▶ _Provided material_
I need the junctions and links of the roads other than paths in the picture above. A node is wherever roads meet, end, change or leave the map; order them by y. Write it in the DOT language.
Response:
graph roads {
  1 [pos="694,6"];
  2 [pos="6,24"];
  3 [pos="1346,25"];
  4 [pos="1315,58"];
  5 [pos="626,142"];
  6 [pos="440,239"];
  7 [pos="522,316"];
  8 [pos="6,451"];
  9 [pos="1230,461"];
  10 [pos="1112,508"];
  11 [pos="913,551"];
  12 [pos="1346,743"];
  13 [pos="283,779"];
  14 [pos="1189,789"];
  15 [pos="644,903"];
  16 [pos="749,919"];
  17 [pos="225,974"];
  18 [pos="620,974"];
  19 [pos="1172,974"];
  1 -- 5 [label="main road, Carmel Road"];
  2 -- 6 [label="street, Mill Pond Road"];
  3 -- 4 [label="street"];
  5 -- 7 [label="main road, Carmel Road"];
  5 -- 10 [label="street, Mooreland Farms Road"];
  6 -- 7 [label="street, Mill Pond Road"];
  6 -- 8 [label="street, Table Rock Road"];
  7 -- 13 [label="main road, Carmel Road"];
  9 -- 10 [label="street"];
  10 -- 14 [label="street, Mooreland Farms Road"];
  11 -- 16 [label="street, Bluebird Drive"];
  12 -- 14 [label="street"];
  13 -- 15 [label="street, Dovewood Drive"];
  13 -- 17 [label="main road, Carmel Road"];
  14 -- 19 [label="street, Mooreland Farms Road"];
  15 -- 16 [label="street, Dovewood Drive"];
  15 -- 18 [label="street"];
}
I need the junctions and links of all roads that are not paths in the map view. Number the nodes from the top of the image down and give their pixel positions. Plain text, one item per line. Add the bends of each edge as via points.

---

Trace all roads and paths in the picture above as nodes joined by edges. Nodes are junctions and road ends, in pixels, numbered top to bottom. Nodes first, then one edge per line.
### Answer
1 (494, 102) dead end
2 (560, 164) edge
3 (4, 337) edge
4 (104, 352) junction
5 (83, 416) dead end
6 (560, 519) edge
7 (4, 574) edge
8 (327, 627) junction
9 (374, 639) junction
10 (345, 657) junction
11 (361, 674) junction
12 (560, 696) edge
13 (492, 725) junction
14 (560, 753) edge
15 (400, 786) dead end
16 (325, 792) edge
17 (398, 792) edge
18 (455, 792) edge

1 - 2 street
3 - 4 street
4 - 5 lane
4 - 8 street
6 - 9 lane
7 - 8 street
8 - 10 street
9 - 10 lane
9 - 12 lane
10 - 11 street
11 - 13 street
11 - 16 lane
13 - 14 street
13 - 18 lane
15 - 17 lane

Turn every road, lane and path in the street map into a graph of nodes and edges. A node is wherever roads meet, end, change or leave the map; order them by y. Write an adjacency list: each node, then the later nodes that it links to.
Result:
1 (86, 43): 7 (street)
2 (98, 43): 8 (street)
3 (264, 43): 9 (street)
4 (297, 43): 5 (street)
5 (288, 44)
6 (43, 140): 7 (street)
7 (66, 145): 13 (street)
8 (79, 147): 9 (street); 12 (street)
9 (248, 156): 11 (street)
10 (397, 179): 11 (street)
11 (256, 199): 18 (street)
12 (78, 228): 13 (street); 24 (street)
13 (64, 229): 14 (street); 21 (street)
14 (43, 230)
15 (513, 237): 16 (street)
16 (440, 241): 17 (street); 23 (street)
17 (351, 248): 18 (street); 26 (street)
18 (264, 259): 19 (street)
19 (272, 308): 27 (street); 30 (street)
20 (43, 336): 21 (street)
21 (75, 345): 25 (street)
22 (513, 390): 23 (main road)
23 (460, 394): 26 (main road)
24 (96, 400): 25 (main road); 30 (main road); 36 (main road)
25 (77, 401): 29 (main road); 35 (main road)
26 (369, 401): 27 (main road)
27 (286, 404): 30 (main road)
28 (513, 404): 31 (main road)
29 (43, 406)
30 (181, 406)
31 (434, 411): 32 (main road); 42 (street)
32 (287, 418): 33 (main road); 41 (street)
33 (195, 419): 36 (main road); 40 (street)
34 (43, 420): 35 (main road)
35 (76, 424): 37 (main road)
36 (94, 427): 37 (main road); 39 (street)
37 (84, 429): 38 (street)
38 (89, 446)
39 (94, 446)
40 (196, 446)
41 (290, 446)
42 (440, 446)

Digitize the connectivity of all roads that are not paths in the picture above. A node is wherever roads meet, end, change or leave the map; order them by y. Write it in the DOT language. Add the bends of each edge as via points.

...

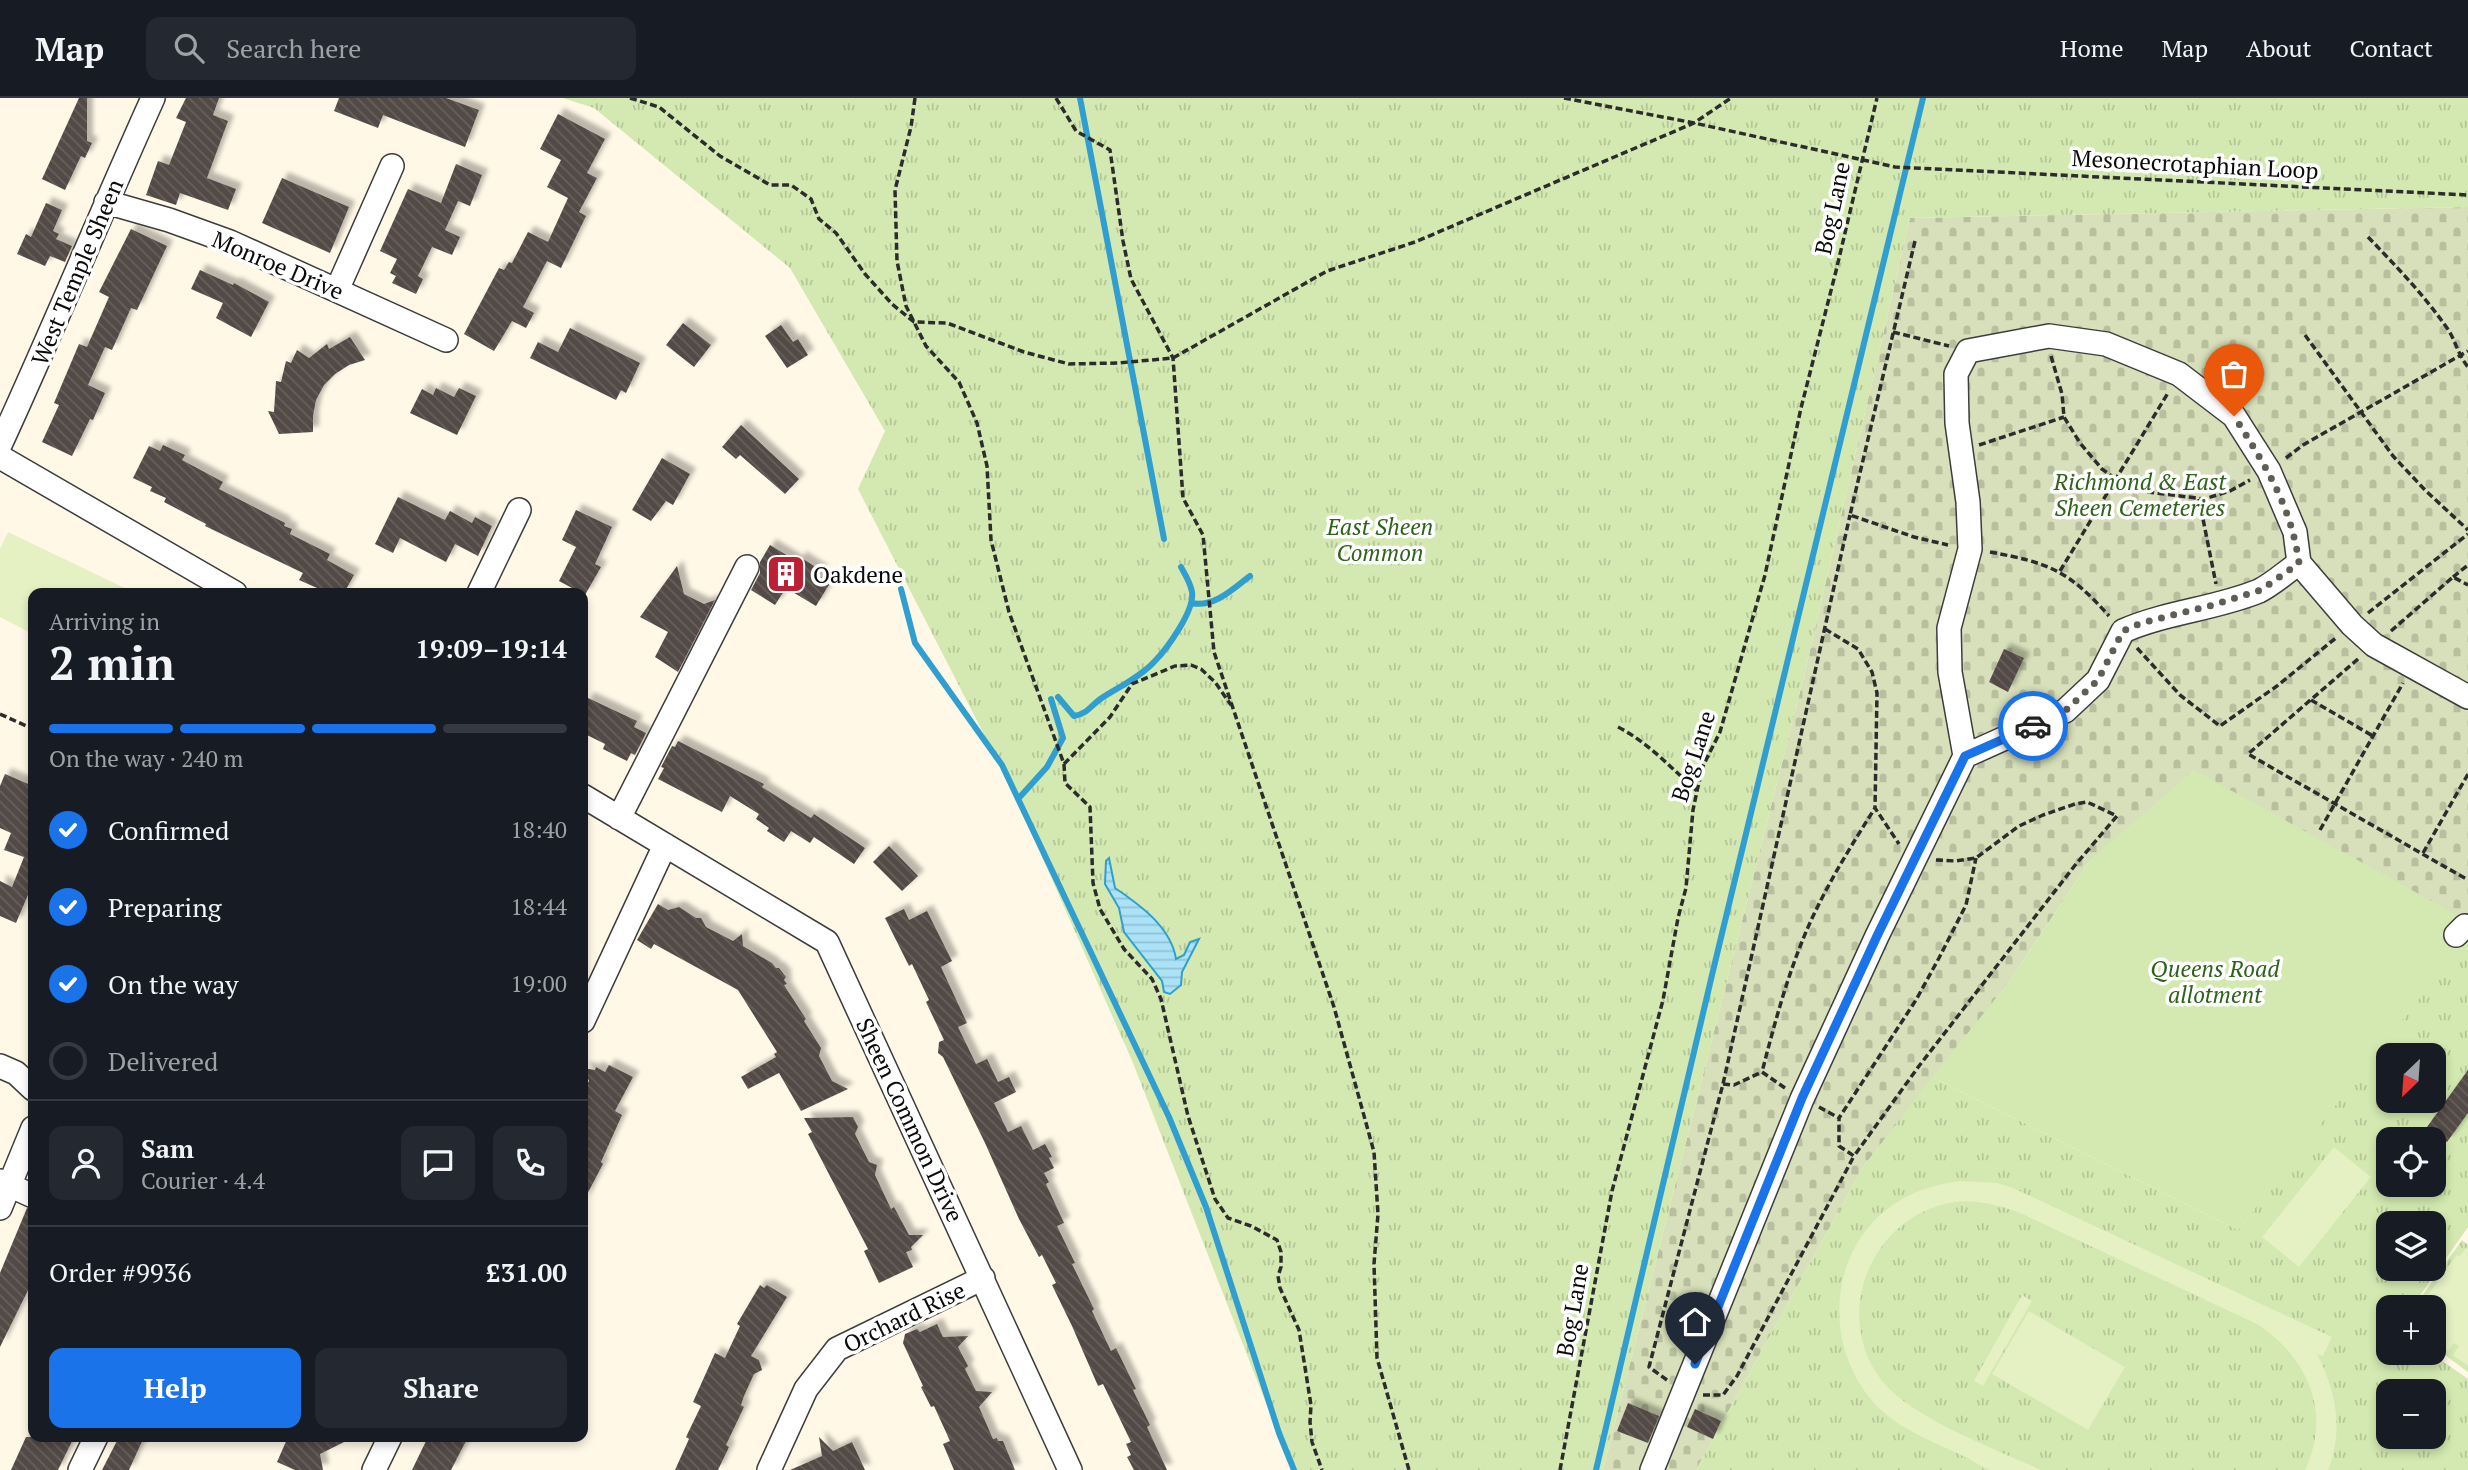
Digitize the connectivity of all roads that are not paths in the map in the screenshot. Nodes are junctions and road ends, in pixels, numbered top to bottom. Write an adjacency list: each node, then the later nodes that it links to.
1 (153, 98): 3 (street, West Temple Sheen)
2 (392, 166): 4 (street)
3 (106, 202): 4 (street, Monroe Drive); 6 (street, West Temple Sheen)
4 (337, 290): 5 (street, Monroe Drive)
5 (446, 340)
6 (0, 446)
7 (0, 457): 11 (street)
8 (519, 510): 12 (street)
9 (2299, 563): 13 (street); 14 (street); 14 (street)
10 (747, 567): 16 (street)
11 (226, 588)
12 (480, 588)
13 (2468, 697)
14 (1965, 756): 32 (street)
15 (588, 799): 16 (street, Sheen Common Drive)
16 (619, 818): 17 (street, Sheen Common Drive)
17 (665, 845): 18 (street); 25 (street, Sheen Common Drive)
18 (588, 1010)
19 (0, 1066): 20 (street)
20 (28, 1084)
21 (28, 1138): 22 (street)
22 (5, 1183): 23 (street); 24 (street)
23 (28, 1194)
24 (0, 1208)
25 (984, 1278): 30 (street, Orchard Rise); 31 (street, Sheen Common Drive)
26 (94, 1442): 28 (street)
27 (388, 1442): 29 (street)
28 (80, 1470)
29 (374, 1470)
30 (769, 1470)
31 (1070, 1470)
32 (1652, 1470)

▶ _To do_
In the listing above, find the line containing "I need the junctions and links of the" and the line containing "I need the junctions and links of all", then repeat those two lines and everything between them exactly.

▶ _Result of the exercise_
I need the junctions and links of the roads other than paths in the picture above. A node is wherever roads meet, end, change or leave the map; order them by y. Write it in the DOT language.
Response:
graph roads {
  1 [pos="694,6"];
  2 [pos="6,24"];
  3 [pos="1346,25"];
  4 [pos="1315,58"];
  5 [pos="626,142"];
  6 [pos="440,239"];
  7 [pos="522,316"];
  8 [pos="6,451"];
  9 [pos="1230,461"];
  10 [pos="1112,508"];
  11 [pos="913,551"];
  12 [pos="1346,743"];
  13 [pos="283,779"];
  14 [pos="1189,789"];
  15 [pos="644,903"];
  16 [pos="749,919"];
  17 [pos="225,974"];
  18 [pos="620,974"];
  19 [pos="1172,974"];
  1 -- 5 [label="main road, Carmel Road"];
  2 -- 6 [label="street, Mill Pond Road"];
  3 -- 4 [label="street"];
  5 -- 7 [label="main road, Carmel Road"];
  5 -- 10 [label="street, Mooreland Farms Road"];
  6 -- 7 [label="street, Mill Pond Road"];
  6 -- 8 [label="street, Table Rock Road"];
  7 -- 13 [label="main road, Carmel Road"];
  9 -- 10 [label="street"];
  10 -- 14 [label="street, Mooreland Farms Road"];
  11 -- 16 [label="street, Bluebird Drive"];
  12 -- 14 [label="street"];
  13 -- 15 [label="street, Dovewood Drive"];
  13 -- 17 [label="main road, Carmel Road"];
  14 -- 19 [label="street, Mooreland Farms Road"];
  15 -- 16 [label="street, Dovewood Drive"];
  15 -- 18 [label="street"];
}
I need the junctions and links of all roads that are not paths in the map view. Number the nodes from the top of the image down and give their pixel positions. Plain text, one item per line. Add the bends of each edge as via points.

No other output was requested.